As I’m sure you can imagine – especially if you’ve ever found yourself in a similar position at work – over time, this all really started to bug me. Not because of the money itself, because that was still really great. But, you see, a salary is more than the figure your employer transfers to your bank account every month. Your salary is also an expression of the value that company places on your work – and on you as a person.
By paying me less, my employers were in effect telling me that my work didn’t matter as much as the work of some of the others in my office. I was working 100 hours a week! But what for? Why would I give and give and give, when clearly, the people who took and took and took really didn’t care that much about me?
With all of these questions burning away both in my brain and in the pit of my stomach, my work started to suffer. I found it really difficult to keep up the enthusiasm and energy required for the insanely long days I was putting, when apparently, it was a one-sided love affair. I couldn’t keep it up, and I left.
It isn’t just me
This scenario is playing out in countless organisations across the world.

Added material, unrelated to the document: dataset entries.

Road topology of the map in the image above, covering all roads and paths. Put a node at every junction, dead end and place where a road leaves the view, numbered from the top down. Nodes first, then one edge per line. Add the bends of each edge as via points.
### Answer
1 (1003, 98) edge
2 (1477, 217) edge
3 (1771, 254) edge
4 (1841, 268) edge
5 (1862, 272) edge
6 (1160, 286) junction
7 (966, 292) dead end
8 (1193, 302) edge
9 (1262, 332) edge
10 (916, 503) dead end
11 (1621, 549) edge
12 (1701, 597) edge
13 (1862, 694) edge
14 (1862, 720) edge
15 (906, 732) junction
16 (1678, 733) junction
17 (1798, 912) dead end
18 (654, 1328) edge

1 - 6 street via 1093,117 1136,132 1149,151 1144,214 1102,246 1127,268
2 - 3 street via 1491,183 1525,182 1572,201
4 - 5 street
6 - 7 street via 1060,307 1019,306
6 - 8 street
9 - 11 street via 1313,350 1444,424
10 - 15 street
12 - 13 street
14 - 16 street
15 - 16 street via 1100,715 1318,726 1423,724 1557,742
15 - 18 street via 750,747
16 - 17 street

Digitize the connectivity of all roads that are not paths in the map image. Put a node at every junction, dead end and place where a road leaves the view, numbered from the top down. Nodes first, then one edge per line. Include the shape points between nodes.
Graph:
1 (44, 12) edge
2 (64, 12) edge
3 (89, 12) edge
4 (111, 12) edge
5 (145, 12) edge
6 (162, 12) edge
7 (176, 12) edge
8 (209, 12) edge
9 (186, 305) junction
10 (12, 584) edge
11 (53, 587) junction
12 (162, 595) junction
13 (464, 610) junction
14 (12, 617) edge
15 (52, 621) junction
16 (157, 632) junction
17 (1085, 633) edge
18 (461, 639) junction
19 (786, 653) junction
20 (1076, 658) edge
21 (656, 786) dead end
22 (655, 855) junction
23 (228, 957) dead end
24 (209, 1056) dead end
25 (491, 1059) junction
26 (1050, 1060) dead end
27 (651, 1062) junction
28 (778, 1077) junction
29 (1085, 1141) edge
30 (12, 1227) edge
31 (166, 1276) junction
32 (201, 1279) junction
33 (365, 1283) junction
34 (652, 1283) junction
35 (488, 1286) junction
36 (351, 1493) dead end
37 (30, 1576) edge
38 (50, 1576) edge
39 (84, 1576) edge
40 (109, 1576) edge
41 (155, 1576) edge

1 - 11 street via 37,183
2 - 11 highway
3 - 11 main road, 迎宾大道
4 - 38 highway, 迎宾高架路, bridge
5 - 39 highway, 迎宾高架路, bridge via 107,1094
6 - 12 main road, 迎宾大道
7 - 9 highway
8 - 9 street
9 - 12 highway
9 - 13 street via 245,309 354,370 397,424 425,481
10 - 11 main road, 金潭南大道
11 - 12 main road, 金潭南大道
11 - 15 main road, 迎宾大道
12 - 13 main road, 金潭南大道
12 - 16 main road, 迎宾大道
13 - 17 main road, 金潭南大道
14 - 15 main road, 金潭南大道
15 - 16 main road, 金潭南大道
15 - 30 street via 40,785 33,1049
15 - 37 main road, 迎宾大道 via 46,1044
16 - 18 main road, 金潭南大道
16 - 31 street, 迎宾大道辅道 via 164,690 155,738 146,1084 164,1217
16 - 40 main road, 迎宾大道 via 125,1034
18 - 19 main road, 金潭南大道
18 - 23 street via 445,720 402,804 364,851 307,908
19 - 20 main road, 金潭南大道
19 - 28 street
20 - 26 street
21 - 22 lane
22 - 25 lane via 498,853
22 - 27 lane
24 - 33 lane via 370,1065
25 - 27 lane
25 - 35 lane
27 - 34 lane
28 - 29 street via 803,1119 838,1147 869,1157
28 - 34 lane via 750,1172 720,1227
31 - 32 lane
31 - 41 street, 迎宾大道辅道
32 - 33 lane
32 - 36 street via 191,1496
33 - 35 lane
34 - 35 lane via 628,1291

It’s a huge issue that affects many people, and women make up the majority of that number. Women in work are starting out in new positions – and even new careers – bringing so much to the table. But, they are NOT negotiating their salaries, or indeed, any aspects of their job offers. In fact, according to research from Professors Babcock and Laschever of Carnegie Mellon University, only 7% of women negotiate their first job offer vs 57% of men. In addition, a recent study from Robert Walters showed that more than half of women in employment have NEVER asked for a raise throughout their careers.
These women who accept the first offer presented to them… they don’t know – like I didn’t – that negotiating your job offer is actually expected. They think – like I did – that they should be grateful to the point of subservience… “I’m going to work so hard for these people, show them what I’m capable of doing, and prove my worth. And THEN! Then they’ll see all of this, appreciate me, and pay me what I’m worth!” Sweet really, isn’t it?
And so the downward spiral begins…
Of course, when this recognition and reward doesn’t automatically happen – because that’s not how businesses run – they lose that enthusiasm, motivation and inspiration. Then, when they see Bob down the corridor – who isn’t necessarily better at what he does but always seems to talk about himself and his accomplishments – gets promoted above them, it stings. When they yet again don’t get a salary increase, despite working their asses off and bringing great results for the good of everyone else, a little bit inside of them dies.
So, why don’t they just ASK for more, you may wonder? Why don’t they call for a meeting with their boss and tell them they are underpaid and deserve more? Why don’t they go right ahead and say that they’re ready for that promotion?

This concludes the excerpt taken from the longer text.